What you need to do: From the records below, copy out each line that has the word "wrist".

----- Task data

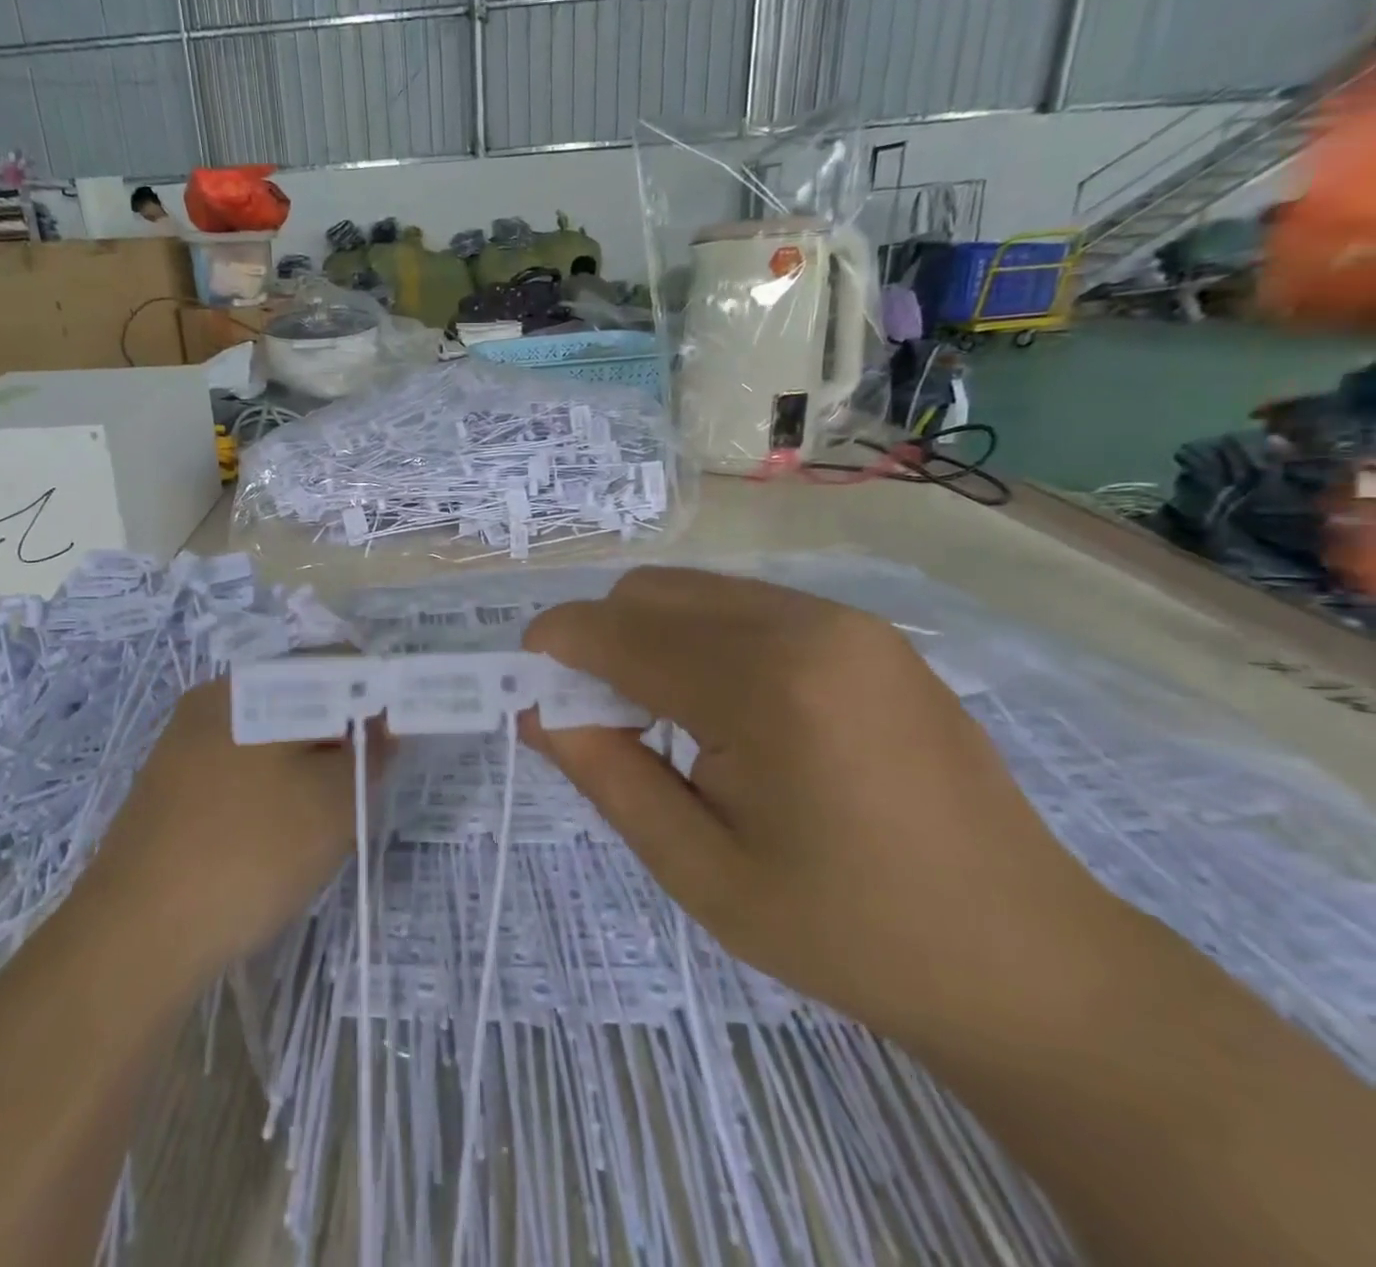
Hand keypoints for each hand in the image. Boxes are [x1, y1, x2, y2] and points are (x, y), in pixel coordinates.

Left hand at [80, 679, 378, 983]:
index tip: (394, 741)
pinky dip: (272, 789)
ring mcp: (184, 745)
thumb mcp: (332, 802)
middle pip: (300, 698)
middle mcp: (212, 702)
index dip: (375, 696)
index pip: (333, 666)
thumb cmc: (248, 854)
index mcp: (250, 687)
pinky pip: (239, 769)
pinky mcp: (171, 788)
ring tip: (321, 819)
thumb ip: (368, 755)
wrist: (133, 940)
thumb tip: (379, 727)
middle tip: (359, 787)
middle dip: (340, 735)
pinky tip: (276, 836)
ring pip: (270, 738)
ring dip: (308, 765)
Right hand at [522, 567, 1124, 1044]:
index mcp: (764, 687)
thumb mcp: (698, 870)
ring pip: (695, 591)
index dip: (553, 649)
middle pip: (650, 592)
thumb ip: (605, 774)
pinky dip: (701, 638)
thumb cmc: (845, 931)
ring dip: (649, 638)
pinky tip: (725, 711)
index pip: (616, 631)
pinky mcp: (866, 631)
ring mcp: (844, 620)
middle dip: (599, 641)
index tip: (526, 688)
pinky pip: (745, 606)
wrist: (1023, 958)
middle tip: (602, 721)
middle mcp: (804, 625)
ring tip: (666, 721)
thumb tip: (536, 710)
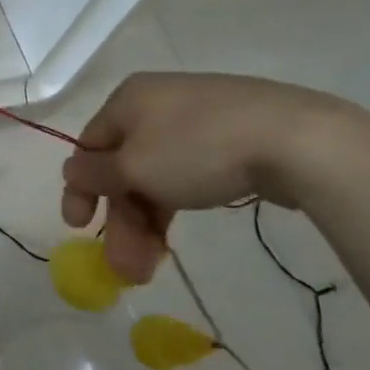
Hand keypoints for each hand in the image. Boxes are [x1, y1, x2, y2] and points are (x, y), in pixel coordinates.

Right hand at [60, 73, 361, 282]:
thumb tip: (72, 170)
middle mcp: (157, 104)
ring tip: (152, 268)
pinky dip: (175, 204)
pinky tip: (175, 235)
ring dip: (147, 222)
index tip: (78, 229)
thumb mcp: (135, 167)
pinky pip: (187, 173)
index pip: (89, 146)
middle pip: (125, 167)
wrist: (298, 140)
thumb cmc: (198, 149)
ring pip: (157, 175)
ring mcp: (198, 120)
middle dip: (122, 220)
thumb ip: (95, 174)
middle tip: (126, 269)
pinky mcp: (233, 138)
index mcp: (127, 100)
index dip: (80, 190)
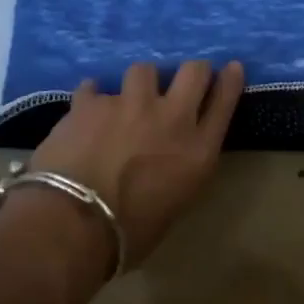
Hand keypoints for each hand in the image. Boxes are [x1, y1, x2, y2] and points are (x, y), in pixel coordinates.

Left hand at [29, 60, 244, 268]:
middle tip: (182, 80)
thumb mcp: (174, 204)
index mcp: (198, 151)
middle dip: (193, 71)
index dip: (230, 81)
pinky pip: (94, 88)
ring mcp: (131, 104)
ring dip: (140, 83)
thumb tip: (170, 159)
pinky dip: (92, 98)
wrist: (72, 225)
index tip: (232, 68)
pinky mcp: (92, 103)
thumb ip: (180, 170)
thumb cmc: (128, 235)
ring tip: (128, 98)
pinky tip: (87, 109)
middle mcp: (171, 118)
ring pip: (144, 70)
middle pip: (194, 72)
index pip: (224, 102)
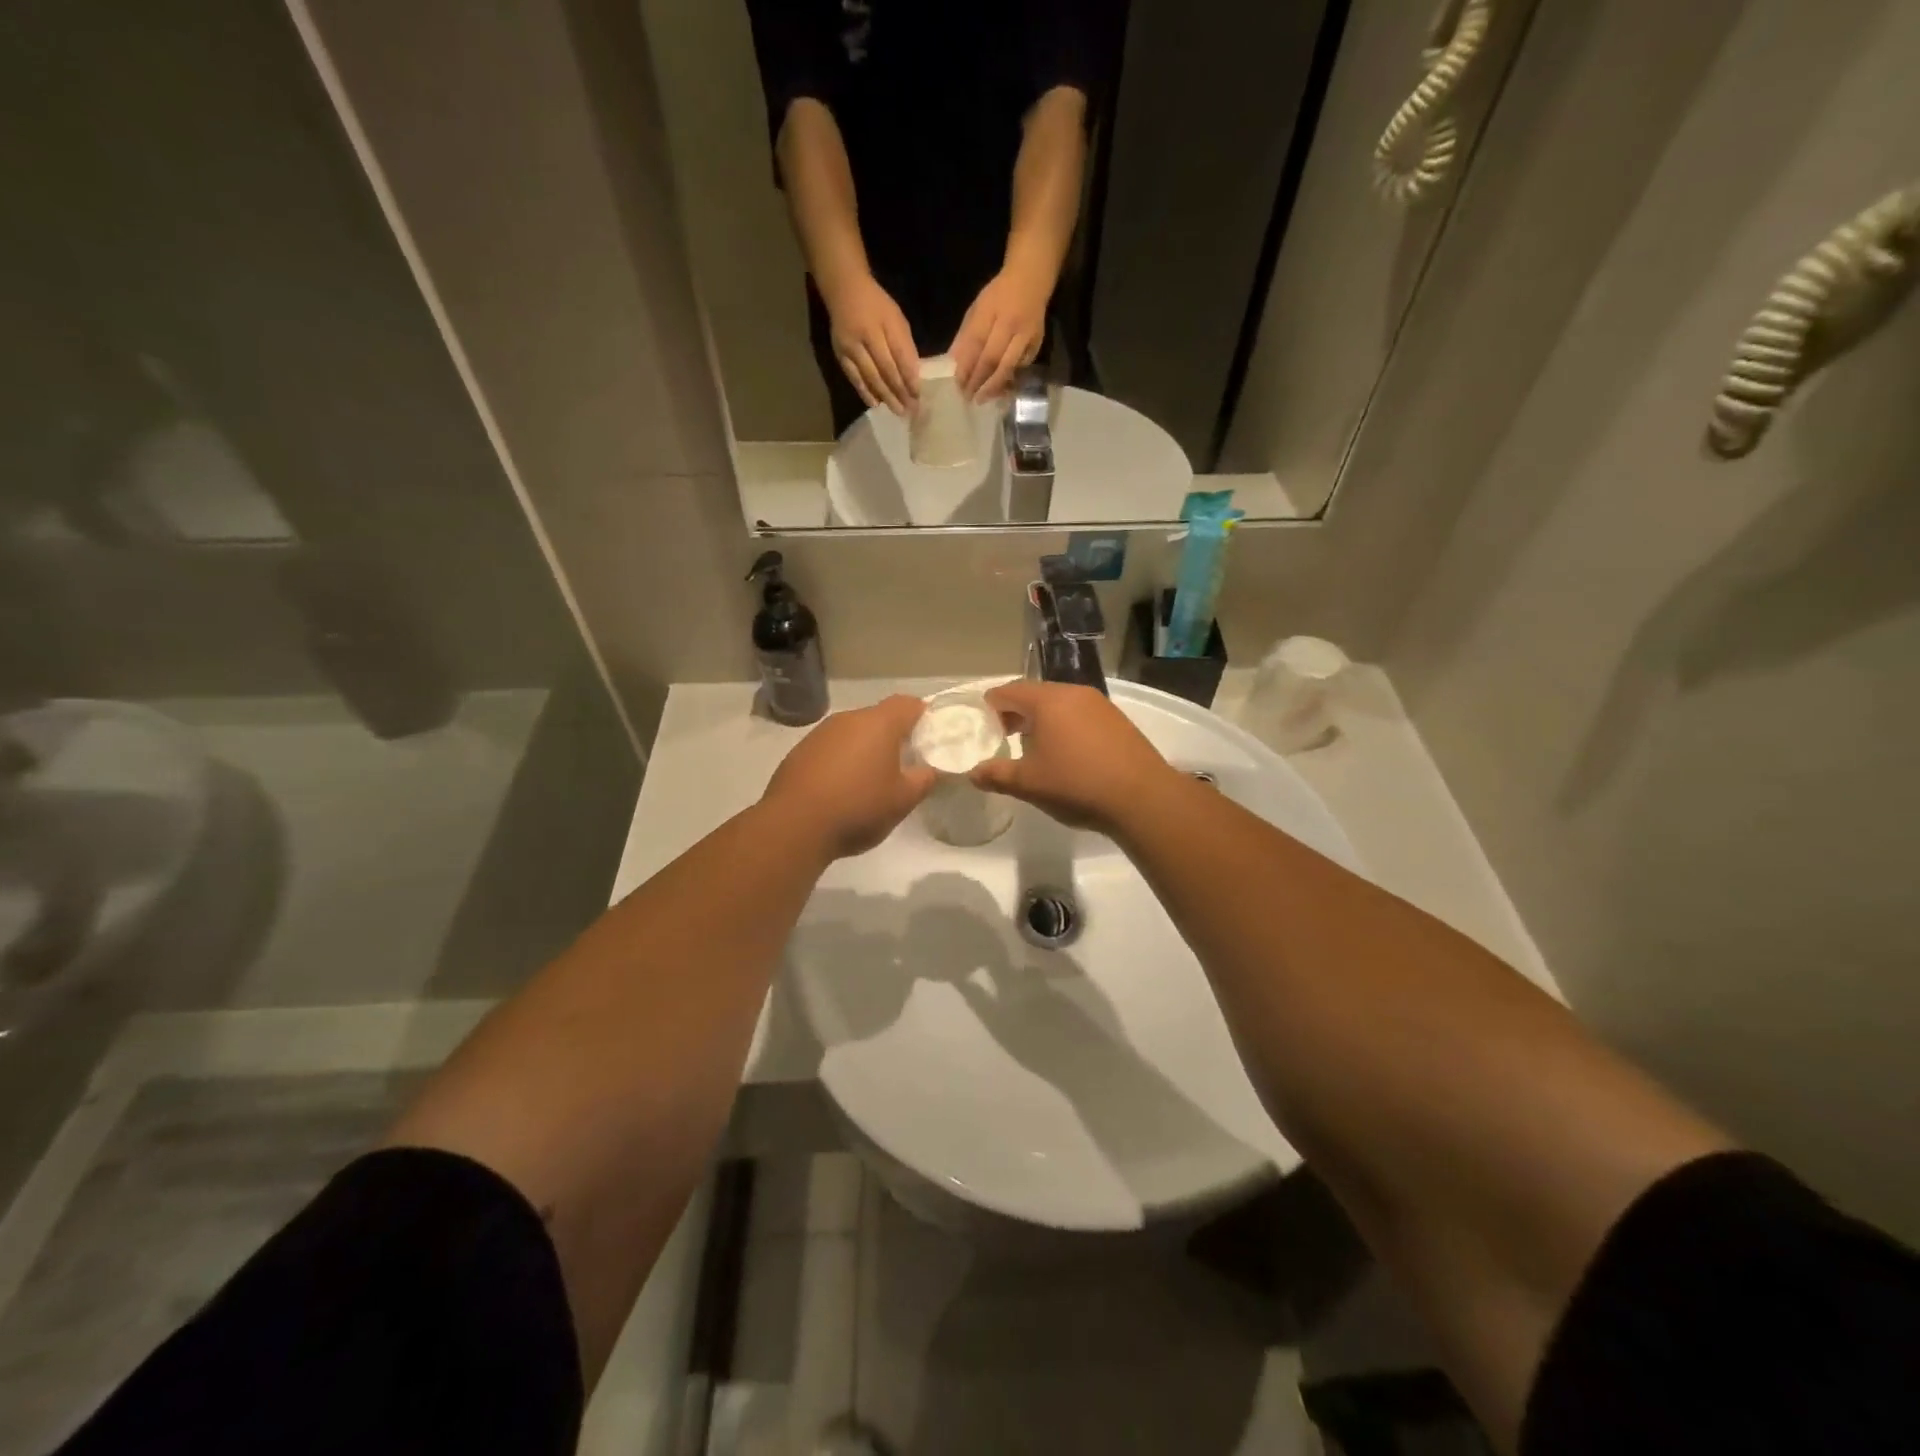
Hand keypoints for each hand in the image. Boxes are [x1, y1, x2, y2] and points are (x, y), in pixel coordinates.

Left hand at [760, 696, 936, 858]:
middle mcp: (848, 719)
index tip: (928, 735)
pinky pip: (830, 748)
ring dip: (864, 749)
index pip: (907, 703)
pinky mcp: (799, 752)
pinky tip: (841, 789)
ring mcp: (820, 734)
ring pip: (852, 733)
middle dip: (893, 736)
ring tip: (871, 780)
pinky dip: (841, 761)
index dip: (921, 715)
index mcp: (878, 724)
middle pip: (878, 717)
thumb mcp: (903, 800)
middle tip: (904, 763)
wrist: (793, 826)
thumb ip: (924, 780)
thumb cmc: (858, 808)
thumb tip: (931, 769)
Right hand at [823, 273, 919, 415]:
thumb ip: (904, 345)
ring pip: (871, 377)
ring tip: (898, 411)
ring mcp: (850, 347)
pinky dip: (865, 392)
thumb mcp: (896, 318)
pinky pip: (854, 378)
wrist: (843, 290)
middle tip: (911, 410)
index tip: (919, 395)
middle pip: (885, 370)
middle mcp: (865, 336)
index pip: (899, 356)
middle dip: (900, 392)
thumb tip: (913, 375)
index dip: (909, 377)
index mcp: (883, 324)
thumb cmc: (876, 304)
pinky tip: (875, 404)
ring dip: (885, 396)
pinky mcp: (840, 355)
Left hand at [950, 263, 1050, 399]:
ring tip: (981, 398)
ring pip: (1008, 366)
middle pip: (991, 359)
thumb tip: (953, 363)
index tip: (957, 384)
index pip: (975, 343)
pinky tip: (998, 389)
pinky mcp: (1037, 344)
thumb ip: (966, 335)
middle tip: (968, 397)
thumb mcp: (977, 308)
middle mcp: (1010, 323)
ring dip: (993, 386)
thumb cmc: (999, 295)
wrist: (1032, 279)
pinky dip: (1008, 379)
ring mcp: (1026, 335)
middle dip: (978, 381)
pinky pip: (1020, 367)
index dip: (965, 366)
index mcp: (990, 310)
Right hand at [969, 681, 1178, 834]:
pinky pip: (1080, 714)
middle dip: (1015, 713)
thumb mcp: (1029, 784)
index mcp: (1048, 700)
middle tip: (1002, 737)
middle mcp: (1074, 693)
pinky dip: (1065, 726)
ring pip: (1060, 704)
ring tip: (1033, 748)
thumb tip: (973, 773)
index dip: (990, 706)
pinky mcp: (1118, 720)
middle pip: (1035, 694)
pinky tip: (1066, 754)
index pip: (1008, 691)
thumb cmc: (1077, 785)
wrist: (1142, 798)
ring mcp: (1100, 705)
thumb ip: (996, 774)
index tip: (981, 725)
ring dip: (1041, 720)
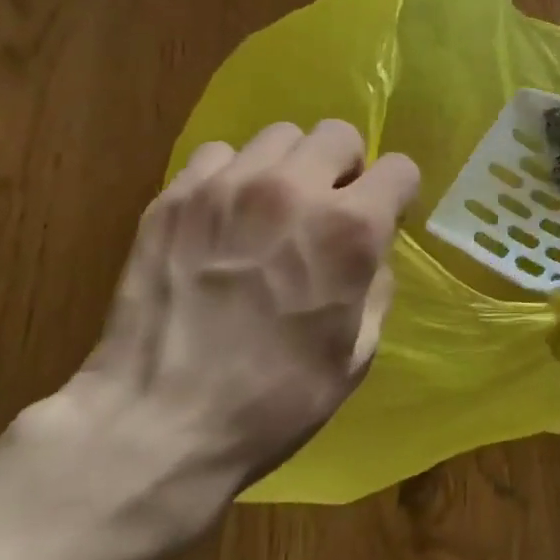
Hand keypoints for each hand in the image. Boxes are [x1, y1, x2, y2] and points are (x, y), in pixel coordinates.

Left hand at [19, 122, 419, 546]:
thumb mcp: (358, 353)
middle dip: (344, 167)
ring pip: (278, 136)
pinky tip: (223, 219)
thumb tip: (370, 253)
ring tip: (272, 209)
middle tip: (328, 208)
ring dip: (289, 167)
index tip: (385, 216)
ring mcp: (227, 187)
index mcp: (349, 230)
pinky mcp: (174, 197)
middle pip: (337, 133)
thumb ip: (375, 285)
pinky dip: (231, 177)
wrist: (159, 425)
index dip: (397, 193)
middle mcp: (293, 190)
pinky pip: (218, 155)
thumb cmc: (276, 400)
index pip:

----------

Answer box:
wrist: (133, 940)
wrist: (1023, 958)
wrist: (298, 140)
wrist: (72, 225)
wrist: (793, 826)
wrist: (843, 290)
wrist: (1032, 279)
wrist: (1142, 798)
wrist: (159, 425)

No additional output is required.